What Max Verstappen does is better known as respiratory muscle training (RMT), whereby you limit the total amount of airflow entering your lungs. It is essential to remember how these two training methods are different. While there’s obviously oxygen in the air we breathe, and by limiting the amount of air you can breathe via RMT, you’re reducing the amount of oxygen you can get into your body, which is not the same as training at alitude.
Like Bodybuilding.com explains, when you train at altitude – hypoxia training – the total amount of oxygen in each sip of air is much less, which is why the air is thinner. When you train at altitude and reduce the total number of oxygen units taken in by the body, your body “responds by increasing myoglobin/hemoglobin content and capillary density, and therefore increasing oxygen transport. oxygen to the muscles”.
One study found evidence to suggest that RMT (wearing a mask during exercise) does indeed improve your respiratory function, however, the same study also found that “these improvements in respiratory muscle function are not transferable to VO2max or endurance exercise capacity as assessed at age 85. % VO2max in competitive athletes. Essentially, actual high-intensity performance is unaffected.
So, does that mean Max Verstappen is performing unnecessary training again? Potentially, yes. However, another study that looked at the effect of inspiratory muscle training on handball players (a completely different sport, we agree) found an “improved aerobic physical performance in handball athletes “.
He continues, “These results could be applied to sports training as a strategy to minimize the effects of respiratory fatigue in athletes, promoting greater training time and improved overall performance.”
Essentially, by putting more strain on his respiratory system, Max might discover that his body is better able to cope with the physical demands of a Formula 1 race.
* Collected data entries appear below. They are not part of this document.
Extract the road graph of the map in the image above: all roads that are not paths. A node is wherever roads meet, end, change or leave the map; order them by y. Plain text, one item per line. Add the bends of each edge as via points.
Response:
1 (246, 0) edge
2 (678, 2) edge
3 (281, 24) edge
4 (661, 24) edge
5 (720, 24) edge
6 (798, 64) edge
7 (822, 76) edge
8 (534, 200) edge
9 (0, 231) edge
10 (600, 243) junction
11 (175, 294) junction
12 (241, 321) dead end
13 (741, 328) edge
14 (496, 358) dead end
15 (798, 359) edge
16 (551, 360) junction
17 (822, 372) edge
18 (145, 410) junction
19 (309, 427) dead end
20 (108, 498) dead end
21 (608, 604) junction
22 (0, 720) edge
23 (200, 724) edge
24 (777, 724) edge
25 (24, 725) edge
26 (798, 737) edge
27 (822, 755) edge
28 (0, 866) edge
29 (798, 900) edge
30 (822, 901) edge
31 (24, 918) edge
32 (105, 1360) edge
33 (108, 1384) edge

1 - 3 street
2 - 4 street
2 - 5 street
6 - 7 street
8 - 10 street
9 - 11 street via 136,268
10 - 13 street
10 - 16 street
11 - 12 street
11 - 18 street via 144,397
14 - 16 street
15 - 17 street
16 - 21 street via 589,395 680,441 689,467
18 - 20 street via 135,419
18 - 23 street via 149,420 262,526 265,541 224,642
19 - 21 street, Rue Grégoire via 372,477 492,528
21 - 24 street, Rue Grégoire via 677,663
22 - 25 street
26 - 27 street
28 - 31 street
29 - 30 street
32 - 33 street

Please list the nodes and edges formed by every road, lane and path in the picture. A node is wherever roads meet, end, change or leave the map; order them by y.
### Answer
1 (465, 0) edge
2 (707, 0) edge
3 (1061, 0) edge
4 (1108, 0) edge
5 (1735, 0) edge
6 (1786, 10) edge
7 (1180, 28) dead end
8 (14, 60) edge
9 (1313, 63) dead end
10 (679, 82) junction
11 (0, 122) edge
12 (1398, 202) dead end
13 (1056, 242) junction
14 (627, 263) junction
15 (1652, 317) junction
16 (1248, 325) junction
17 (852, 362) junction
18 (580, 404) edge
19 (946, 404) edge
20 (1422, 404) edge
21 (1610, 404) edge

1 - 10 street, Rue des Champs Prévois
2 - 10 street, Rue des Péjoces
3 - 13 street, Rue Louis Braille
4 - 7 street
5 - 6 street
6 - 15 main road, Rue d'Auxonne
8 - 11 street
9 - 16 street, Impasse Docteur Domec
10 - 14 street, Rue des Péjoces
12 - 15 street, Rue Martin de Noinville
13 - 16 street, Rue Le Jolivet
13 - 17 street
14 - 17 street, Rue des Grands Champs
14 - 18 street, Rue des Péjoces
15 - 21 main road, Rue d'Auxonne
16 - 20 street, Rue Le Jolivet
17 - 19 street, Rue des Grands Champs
In other words: he is better able to control his breathing and will stay so calmer under pressure.
It wasn’t just a restrictive workout that Max revealed in his Instagram post, as the third slide shows him performing some rather brutal crunches. The ab machine is a regular at most gyms and can help you improve the strength of your abdominal muscles. However, some focus only on the upper part, while others target the lower part better. However, most ab machines ignore one crucial aspect, according to Fitness19.com; stabilization.
“A lot of machines will help with mobilization, but they can’t help your deep muscles stabilize the core.”
We’ll admit, though, that the ab machine Max uses is likely to be a lot tougher than what you’ll find at your gym, just by looking at the grimace on his face. With this workout, Max seems to be fighting incredibly high resistance in order to push his body forward, and so will likely engage his entire core to help him do it. His legs are also firmly locked in position, meaning all the work is placed on his core to get the machine moving.
Whether you want to emulate Max’s latest workouts is up to you. There still isn’t a huge amount of evidence to support oxygen restriction training, and if anything, it could cause more harm than good if you don’t have the same level of fitness than a professional athlete.